@sitely/page

@sitely/page is the DOM abstraction layer. It defines the read-only PageElement and PageDriver interfaces that the framework hands to every extract function — when a site definition calls ctx.$("h1") or ctx.$$(".product"), what comes back is a PageElement produced by whichever driver the test harness or runtime instantiated. The package also ships the default Cheerio-backed driver. Authors never construct a driver directly; they read off the extract context.

Why a DOM abstraction at all

Without this seam, every site package would import Cheerio directly. Cheerio is small, fast, and jQuery-shaped — but importing it directly leaks the parser into the public surface of every site definition. The cost shows up the first time a different parsing engine is needed:

JSDOM for sites where the differences between Cheerio's HTML parser and a spec-compliant HTML5 parser matter (mis-nested tables, form-associated elements, template contents).
Playwright or Puppeteer for sites that require JavaScript execution before the meaningful DOM exists.
A faster or smaller static HTML parser in the future.

If extract functions talk to Cheerio directly, swapping the engine means rewriting every site package. If extract functions talk to PageElement, swapping the engine means writing one new driver that implements the interface — every existing site keeps working.

The split is not academic. The test-pkg subsystem and the server runtime both instantiate the driver themselves. Site code receives the result. Decoupling those two ends is what makes the engine swappable.

The `PageDriver` contract

A driver parses one HTTP response, then answers queries about it.

export interface PageDriver {
    $(selector: string): PageElement | null;
    $$(selector: string): PageElement[];
    title(): string;
    html(): string;
    status: number;
    headers: Record<string, string>;
    url: string;
}

Three things about this shape:

The driver carries response metadata. status, headers, and url are response-level facts a parser would otherwise hide. Extract functions sometimes need them — for relative URL resolution, for detecting redirected canonicals, for branching on Content-Language. Putting them on the driver means an extract function never has to thread them in separately.
$ is single-or-null; $$ is always an array. No mystery half-states. A missing element returns null; a present element returns a PageElement; a multi-match returns the full list.
The driver is the document root. All traversal starts at the driver and descends through PageElement. There is no parallel "document" object.

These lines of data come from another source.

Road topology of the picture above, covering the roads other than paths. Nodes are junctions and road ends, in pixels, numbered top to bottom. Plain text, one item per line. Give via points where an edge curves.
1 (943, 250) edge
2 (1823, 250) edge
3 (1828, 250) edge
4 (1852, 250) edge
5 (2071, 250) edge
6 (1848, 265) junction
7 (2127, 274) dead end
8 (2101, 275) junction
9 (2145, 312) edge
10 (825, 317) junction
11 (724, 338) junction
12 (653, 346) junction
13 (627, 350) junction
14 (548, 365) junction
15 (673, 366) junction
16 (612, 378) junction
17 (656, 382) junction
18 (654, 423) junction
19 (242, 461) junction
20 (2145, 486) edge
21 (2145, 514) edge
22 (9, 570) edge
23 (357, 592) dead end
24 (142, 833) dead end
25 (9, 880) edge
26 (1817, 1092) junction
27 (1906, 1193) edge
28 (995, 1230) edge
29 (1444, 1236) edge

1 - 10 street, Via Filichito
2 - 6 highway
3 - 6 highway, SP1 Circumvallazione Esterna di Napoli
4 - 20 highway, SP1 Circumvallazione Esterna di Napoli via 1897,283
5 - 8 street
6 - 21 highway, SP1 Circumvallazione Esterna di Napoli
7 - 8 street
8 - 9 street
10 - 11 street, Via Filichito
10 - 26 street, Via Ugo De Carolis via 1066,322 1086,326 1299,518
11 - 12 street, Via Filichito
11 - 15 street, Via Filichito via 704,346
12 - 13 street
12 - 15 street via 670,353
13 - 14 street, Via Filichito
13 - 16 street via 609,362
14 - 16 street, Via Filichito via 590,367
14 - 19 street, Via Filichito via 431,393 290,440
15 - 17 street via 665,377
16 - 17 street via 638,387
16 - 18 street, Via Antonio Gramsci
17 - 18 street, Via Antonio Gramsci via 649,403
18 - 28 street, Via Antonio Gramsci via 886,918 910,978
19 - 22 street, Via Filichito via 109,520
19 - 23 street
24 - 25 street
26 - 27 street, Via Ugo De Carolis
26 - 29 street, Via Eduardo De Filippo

Edge cases for `$` and `$$`

The single most common question authors have is "what happens when nothing matches?" The contract is explicit:

Call	Selector matches 0 nodes	Selector matches 1 node	Selector matches N nodes
`driver.$(sel)`	returns `null`	returns the `PageElement`	returns the first match
`driver.$$(sel)`	returns `[]`	returns `[el]`	returns `[el1, el2, …]`

Two corollaries:

driver.$(sel) ?? NULL_ELEMENT is the idiomatic way to "operate on a missing element as if it existed". The NULL_ELEMENT sentinel returns safe defaults for every operation.
driver.$$(sel).length === 0 is the same condition as driver.$(sel) === null. They never disagree.

A selector that fails to parse ($("[[invalid")) throws synchronously. This is a programmer error, not a missing-element case.

The `PageElement` contract

PageElement is a read-only view of one node and its descendants.

export interface PageElement {
    $(selector: string): PageElement | null;
    $$(selector: string): PageElement[];
    text(): string;
    html(): string;
    attr(name: string): string | null;
    exists(): boolean;
    data(key: string): string | null;
    classes(): string[];
    next(): PageElement | null;
    prev(): PageElement | null;
    parent(): PageElement | null;
    children(): PageElement[];
    first(): PageElement;
}

The shape is intentionally narrow. There is no .append(), no .attr(name, value), no .remove(). Extract functions read the DOM; they don't mutate it. A read-only surface rules out the class of "this extract function stomped on the source HTML and the next assertion broke" failures, and lets a driver back its results with frozen or shared objects.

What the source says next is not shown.